Could you reproduce every entry as it stands, leaving the pictures behind?

Records contained in a dataset
....................
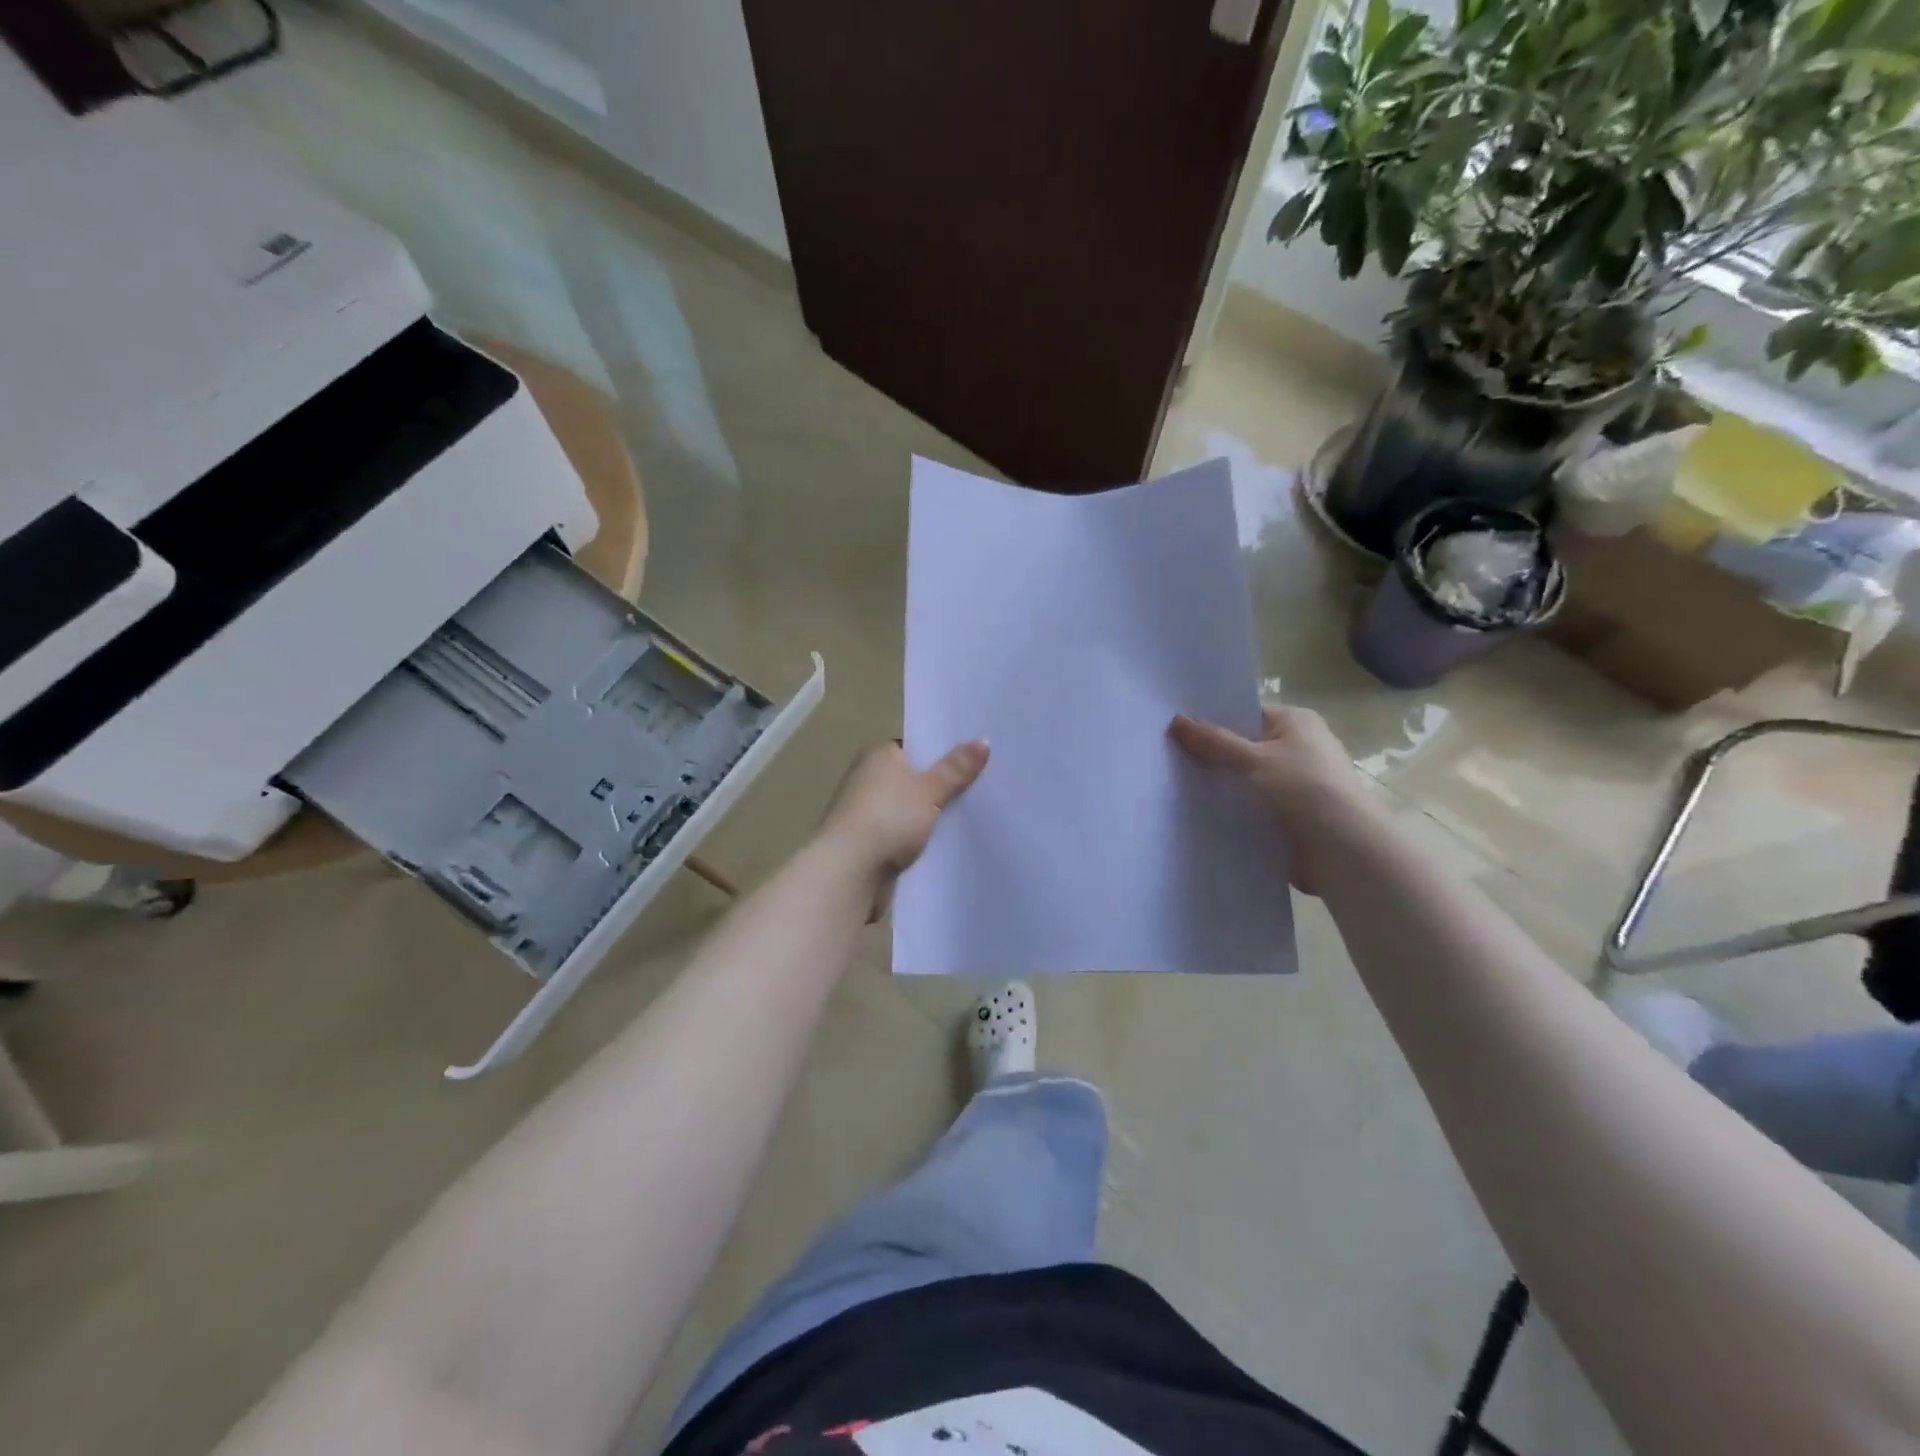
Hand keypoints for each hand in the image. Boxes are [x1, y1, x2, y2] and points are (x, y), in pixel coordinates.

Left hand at [818, 740, 989, 914]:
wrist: (848, 872)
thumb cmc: (887, 819)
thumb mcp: (929, 790)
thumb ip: (956, 768)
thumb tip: (983, 740)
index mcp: (878, 755)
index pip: (917, 747)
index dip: (945, 753)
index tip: (976, 760)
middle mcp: (869, 777)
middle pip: (915, 778)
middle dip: (943, 785)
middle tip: (985, 787)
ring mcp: (867, 811)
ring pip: (911, 808)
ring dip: (932, 815)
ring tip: (974, 815)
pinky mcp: (870, 841)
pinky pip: (904, 833)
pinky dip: (921, 837)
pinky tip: (948, 842)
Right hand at [1169, 706, 1372, 894]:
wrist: (1344, 850)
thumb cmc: (1303, 789)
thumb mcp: (1253, 759)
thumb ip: (1213, 741)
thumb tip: (1176, 720)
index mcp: (1296, 722)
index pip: (1246, 715)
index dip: (1213, 722)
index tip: (1176, 731)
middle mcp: (1299, 748)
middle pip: (1244, 747)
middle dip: (1212, 756)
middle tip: (1168, 758)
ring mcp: (1296, 784)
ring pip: (1247, 780)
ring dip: (1222, 786)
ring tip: (1175, 787)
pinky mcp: (1291, 815)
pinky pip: (1253, 806)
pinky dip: (1233, 810)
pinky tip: (1200, 814)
....................
## Reply to the exercise
Hand keypoints for each hand in the image. Boxes are [x1, y1, x2, y2] and points are (x, y), in pixel coordinates.

Left hand at [818, 740, 989, 914]:
wrist: (848, 872)
thumb cmc: (887, 819)
thumb mcp: (929, 790)
thumb ip: (956, 768)
thumb tip: (983, 740)
index mcp: (878, 755)
index pip: (917, 747)
index dip: (945, 753)
index tip: (976, 760)
middle mcp: (869, 777)
middle pip: (915, 778)
middle dip: (943, 785)
middle tip: (985, 787)
ring mcp: (867, 811)
ring pip: (911, 808)
ring dip: (932, 815)
ring tip: (974, 815)
pinky mcp: (870, 841)
pinky pip: (904, 833)
pinky dip: (921, 837)
pinky tip: (948, 842)
Right hand at [1169, 706, 1372, 894]:
wrist: (1344, 850)
thumb cmc: (1303, 789)
thumb mcp: (1253, 759)
thumb ip: (1213, 741)
thumb tip: (1176, 720)
index mcp: (1296, 722)
index pip: (1246, 715)
index dip: (1213, 722)
index tip: (1176, 731)
middle mcp: (1299, 748)
middle pip: (1244, 747)
middle dip: (1212, 756)
middle tip: (1168, 758)
ring mcp: (1296, 784)
ring pip: (1247, 780)
ring dip: (1222, 786)
ring tip: (1175, 787)
pinky mcp: (1291, 815)
pinky pip: (1253, 806)
pinky dip: (1233, 810)
pinky tip: (1200, 814)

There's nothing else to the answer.